In the treatment of urticaria (with or without angioedema), the focus should be on the immediate relief of pruritus and angioedema, if any. Approximately two-thirds of the cases of acute urticaria may be spontaneously confined and recover spontaneously. If there are any exaggerated situations occur then medications used in the treatment are.
H1 antihistamines
Antihistamines bind to histamine receptors and prevent the formation of pruritus and urticarial plaques. Mainly use 2nd generation agents like cetirizine, loratadine, fexofenadine, desloratadine, levocetirizine etc.
Systemic corticosteroids
Glucocorticoids do not inhibit mast cell degranulation, but they probably act by suppressing various inflammatory mechanisms. However, systemic glucocorticoids should be considered in cases with significant angioedema or if the symptoms persist for more than a few days and cannot be controlled by antihistamines.
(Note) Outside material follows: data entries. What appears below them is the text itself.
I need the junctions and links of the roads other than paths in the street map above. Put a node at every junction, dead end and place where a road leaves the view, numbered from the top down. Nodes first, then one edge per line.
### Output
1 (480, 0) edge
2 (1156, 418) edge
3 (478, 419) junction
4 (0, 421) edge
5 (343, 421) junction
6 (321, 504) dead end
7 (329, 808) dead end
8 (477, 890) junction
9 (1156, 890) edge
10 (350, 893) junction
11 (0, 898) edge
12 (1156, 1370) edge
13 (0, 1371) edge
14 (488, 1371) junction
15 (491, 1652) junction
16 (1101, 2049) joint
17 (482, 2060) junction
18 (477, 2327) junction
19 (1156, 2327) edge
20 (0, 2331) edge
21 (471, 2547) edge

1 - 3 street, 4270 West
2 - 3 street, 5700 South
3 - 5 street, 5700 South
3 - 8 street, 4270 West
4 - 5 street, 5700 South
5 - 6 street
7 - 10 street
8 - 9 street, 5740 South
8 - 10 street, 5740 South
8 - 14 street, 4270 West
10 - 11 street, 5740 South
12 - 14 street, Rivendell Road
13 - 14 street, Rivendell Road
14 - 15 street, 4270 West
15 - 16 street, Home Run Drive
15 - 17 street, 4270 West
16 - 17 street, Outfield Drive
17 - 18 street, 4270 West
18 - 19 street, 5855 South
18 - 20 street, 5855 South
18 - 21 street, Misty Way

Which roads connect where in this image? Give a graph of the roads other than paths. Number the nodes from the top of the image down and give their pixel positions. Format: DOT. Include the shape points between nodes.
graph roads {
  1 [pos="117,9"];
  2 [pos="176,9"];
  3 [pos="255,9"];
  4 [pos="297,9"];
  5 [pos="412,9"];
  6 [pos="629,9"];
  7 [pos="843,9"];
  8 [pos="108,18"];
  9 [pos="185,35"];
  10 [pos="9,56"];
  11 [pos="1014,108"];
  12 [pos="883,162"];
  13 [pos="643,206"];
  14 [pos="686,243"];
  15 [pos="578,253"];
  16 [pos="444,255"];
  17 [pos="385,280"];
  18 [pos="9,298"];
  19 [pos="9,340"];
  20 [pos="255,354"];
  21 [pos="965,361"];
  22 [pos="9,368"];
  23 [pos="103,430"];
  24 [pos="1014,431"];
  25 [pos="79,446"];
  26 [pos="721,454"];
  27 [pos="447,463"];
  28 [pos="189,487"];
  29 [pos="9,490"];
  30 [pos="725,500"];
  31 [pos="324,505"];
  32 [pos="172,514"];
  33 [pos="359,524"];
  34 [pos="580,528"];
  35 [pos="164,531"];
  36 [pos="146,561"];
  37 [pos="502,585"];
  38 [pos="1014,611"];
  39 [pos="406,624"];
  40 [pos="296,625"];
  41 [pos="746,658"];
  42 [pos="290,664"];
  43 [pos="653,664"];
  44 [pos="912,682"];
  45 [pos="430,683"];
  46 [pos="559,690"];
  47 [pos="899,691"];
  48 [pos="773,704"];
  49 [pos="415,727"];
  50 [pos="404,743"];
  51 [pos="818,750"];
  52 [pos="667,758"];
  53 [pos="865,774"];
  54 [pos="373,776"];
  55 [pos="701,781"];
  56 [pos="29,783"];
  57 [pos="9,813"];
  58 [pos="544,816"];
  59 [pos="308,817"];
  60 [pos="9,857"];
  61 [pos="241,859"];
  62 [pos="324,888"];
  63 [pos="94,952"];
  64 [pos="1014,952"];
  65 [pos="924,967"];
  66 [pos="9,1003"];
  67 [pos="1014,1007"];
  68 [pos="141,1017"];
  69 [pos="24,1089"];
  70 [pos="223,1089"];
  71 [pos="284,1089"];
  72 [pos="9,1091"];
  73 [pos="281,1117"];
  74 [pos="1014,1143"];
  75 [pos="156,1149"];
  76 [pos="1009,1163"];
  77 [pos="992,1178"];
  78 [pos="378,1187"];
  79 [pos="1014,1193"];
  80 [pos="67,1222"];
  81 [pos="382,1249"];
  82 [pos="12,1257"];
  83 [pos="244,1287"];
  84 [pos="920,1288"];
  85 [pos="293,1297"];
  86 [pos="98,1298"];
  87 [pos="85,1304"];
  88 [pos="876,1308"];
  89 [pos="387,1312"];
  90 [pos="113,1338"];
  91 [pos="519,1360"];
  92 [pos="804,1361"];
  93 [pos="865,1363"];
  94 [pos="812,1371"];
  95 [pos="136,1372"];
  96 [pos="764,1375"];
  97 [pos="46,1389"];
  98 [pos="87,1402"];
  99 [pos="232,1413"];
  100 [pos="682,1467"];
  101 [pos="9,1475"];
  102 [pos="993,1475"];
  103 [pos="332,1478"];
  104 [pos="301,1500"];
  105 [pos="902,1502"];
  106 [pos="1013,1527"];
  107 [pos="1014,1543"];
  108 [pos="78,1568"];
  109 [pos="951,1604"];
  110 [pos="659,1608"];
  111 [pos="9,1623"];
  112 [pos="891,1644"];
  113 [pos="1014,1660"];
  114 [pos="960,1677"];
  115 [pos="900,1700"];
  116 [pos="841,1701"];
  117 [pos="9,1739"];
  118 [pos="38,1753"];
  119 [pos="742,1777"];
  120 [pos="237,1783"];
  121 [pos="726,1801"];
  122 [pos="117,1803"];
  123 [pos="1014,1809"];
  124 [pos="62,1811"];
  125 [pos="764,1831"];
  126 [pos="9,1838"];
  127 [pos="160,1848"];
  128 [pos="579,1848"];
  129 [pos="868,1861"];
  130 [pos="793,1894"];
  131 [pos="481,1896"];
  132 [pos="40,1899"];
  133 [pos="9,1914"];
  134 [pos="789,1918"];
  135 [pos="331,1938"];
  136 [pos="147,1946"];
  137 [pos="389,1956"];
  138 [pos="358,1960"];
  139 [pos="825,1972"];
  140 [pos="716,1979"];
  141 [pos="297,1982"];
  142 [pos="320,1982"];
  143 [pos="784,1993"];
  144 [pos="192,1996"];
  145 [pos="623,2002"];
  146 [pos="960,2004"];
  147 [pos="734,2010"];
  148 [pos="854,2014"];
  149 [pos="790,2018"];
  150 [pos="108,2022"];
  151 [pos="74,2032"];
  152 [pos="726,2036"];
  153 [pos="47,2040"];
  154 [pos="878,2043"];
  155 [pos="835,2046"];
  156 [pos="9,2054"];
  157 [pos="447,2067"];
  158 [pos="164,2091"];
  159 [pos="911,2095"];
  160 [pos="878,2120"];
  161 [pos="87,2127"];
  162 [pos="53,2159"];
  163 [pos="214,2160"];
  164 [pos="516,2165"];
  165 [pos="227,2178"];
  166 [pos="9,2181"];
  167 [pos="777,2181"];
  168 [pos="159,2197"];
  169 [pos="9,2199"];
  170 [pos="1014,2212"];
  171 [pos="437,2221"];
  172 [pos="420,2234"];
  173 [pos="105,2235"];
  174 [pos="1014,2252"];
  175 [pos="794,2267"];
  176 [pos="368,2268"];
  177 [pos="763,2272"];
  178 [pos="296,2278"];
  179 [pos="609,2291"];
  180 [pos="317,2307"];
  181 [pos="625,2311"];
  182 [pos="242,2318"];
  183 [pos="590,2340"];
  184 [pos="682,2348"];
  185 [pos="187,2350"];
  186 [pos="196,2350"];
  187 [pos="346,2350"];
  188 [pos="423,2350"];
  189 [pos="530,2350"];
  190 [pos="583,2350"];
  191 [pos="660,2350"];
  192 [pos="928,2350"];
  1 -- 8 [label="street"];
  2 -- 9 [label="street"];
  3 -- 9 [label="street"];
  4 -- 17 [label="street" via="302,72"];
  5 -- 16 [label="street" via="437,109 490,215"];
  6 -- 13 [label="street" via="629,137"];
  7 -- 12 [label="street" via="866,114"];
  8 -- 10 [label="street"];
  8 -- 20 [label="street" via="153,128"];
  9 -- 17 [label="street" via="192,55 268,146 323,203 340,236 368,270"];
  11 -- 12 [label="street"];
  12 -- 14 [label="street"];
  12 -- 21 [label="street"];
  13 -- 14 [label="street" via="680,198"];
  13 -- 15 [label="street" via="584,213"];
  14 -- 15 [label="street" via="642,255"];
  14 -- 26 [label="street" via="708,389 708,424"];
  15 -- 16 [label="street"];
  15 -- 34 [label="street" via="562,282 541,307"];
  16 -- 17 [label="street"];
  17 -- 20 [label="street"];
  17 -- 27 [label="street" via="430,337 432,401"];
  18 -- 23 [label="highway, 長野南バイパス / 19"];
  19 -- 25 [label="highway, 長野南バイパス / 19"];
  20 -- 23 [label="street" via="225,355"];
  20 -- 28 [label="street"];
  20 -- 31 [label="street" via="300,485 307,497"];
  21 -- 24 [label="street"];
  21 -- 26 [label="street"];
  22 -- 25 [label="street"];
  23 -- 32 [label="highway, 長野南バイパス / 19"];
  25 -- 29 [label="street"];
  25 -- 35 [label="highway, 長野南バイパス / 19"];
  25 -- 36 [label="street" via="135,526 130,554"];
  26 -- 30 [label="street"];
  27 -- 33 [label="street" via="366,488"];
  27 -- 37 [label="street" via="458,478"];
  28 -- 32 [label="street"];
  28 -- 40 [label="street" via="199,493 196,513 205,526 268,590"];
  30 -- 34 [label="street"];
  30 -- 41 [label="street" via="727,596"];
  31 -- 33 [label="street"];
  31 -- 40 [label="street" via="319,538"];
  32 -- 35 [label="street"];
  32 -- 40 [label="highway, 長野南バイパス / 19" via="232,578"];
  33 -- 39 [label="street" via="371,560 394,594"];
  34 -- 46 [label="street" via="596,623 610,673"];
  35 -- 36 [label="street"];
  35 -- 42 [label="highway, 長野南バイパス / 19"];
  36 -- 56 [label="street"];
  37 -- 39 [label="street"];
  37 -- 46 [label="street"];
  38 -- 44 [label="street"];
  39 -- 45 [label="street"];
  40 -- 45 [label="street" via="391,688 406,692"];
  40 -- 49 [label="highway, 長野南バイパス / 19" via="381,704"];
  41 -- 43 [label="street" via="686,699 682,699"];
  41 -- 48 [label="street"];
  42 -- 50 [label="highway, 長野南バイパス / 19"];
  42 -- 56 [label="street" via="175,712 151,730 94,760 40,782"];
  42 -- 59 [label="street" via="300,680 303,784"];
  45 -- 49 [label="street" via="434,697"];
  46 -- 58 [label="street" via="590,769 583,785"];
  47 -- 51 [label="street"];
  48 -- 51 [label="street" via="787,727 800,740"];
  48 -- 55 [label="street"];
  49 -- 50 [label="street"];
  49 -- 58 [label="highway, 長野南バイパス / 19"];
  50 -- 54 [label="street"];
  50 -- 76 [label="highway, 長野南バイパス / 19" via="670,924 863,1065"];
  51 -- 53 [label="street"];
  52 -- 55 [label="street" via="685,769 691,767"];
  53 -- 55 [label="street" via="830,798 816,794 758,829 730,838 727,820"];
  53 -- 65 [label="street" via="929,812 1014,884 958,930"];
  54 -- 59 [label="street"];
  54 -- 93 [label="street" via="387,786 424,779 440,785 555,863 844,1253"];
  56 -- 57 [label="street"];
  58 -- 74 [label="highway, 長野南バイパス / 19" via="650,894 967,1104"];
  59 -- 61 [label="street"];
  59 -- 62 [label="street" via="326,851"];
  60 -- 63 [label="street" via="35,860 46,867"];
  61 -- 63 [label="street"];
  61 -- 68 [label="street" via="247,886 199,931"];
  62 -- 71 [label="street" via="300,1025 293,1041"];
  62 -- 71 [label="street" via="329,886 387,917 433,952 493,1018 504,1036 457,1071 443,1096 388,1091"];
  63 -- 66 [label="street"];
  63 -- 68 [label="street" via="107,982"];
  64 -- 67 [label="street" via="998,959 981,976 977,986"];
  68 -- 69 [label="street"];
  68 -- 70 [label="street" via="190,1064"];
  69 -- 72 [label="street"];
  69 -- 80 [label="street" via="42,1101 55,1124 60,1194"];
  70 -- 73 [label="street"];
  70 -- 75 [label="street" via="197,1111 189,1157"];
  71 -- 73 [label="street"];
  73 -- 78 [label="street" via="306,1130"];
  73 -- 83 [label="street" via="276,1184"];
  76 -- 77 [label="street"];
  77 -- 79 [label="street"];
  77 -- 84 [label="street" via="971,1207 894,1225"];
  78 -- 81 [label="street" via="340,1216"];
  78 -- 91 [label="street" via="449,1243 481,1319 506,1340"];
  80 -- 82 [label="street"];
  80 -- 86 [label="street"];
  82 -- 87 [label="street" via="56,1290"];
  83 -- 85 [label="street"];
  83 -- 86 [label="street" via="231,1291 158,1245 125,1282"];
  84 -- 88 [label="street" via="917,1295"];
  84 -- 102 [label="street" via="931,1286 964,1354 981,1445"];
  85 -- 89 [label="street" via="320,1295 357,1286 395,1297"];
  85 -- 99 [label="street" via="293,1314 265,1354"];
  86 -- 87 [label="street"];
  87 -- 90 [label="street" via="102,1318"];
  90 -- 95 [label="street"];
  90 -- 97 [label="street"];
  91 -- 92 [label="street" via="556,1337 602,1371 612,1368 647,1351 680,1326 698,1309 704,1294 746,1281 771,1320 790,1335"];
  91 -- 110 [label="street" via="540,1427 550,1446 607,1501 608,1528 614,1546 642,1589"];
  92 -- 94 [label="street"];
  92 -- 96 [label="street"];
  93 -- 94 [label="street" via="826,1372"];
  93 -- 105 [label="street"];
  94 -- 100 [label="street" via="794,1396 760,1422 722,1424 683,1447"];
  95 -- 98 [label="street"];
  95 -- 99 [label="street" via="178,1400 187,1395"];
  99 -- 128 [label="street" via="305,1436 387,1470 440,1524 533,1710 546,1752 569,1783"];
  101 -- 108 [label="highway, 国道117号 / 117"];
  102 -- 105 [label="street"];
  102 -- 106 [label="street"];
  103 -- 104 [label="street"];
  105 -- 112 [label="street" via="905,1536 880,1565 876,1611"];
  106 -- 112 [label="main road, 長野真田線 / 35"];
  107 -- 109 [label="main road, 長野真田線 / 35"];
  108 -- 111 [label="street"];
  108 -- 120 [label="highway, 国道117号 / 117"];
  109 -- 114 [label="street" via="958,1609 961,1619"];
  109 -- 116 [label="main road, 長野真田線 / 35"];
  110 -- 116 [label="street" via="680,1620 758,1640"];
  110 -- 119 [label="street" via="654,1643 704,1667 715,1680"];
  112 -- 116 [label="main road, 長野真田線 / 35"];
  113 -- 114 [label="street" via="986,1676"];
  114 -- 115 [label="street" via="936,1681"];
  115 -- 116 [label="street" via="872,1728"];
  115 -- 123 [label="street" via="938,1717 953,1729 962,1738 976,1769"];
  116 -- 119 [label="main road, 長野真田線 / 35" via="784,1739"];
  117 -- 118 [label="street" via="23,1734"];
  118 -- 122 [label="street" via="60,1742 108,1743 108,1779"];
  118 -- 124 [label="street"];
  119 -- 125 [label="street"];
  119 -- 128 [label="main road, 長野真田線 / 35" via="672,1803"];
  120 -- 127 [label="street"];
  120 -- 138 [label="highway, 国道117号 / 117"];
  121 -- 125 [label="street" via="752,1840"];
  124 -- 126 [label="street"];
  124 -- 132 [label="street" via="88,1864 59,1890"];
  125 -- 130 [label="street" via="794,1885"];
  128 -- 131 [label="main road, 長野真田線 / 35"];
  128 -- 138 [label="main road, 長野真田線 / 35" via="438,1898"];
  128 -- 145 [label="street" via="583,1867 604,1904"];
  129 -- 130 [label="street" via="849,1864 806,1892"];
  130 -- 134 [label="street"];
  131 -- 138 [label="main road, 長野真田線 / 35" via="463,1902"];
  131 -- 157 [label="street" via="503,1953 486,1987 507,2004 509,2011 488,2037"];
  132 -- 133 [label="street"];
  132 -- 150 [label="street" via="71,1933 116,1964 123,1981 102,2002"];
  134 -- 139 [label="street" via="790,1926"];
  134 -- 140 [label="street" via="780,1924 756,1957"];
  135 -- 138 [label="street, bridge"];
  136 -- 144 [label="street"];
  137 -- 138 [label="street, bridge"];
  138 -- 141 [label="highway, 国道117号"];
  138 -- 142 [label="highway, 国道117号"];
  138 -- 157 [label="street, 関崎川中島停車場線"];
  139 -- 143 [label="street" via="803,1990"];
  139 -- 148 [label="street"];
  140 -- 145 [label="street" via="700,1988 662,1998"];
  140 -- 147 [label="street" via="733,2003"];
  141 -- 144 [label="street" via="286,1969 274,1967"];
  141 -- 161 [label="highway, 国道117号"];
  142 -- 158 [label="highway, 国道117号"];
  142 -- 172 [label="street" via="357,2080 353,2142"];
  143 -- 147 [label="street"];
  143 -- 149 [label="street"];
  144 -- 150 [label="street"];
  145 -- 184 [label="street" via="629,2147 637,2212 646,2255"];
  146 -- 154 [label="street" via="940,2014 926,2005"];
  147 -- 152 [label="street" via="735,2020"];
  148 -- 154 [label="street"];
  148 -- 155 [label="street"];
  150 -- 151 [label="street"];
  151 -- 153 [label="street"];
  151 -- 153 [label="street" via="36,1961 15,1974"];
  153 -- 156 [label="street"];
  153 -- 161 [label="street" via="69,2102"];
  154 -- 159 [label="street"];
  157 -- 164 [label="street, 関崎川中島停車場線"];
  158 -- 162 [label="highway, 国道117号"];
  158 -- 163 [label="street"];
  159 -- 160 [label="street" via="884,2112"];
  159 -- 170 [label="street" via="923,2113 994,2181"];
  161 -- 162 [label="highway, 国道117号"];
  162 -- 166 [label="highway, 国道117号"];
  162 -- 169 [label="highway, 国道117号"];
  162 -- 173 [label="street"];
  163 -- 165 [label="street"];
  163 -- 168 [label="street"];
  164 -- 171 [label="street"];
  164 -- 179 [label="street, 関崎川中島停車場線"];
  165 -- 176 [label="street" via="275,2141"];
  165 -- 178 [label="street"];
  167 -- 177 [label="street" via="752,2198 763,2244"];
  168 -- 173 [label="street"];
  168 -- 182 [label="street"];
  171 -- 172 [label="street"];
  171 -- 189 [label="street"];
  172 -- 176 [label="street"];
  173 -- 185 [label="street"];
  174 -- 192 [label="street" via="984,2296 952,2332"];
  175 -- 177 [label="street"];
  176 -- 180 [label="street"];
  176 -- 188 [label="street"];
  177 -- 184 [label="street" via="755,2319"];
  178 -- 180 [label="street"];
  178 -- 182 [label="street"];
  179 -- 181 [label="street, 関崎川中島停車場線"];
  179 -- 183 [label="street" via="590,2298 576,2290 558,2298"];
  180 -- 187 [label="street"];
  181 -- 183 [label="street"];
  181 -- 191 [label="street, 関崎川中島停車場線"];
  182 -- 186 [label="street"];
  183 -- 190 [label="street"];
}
In adults, prednisone is given for an average of 5–10 days at daily doses of 30–60.
Cyclosporine
Compared with systemic corticosteroids, cyclosporine has been reported to cause a more rapid and long-term remission.
Omalizumab
Omalizumab, a monoclonal antibody (anti-IgE IgG) against IgE, is safe and effective for many patients, but it is too expensive and does not appear to have long-term disease-improving effects. Omalizumab reduces mast cell function and induces eosinophil apoptosis. It reduces cytokine release from basophils and migration of immune cells to tissue.
Treatment of angioedema
Angioedema is not only seen as swelling in the skin and lips but sometimes also causes swelling in the tongue and larynx and may be life threatening. Therefore, treatment of angioedema is important. First of all, make sure that the patient’s airway is open and he/she is breathing comfortably. The standard treatment for patients without respiratory distress is H1 and H2 antihistamines and systemic corticosteroids. If the patient has airway constriction or hypotension, the epinephrine should be administered intramuscularly at a dose of 0.2–0.5 mg.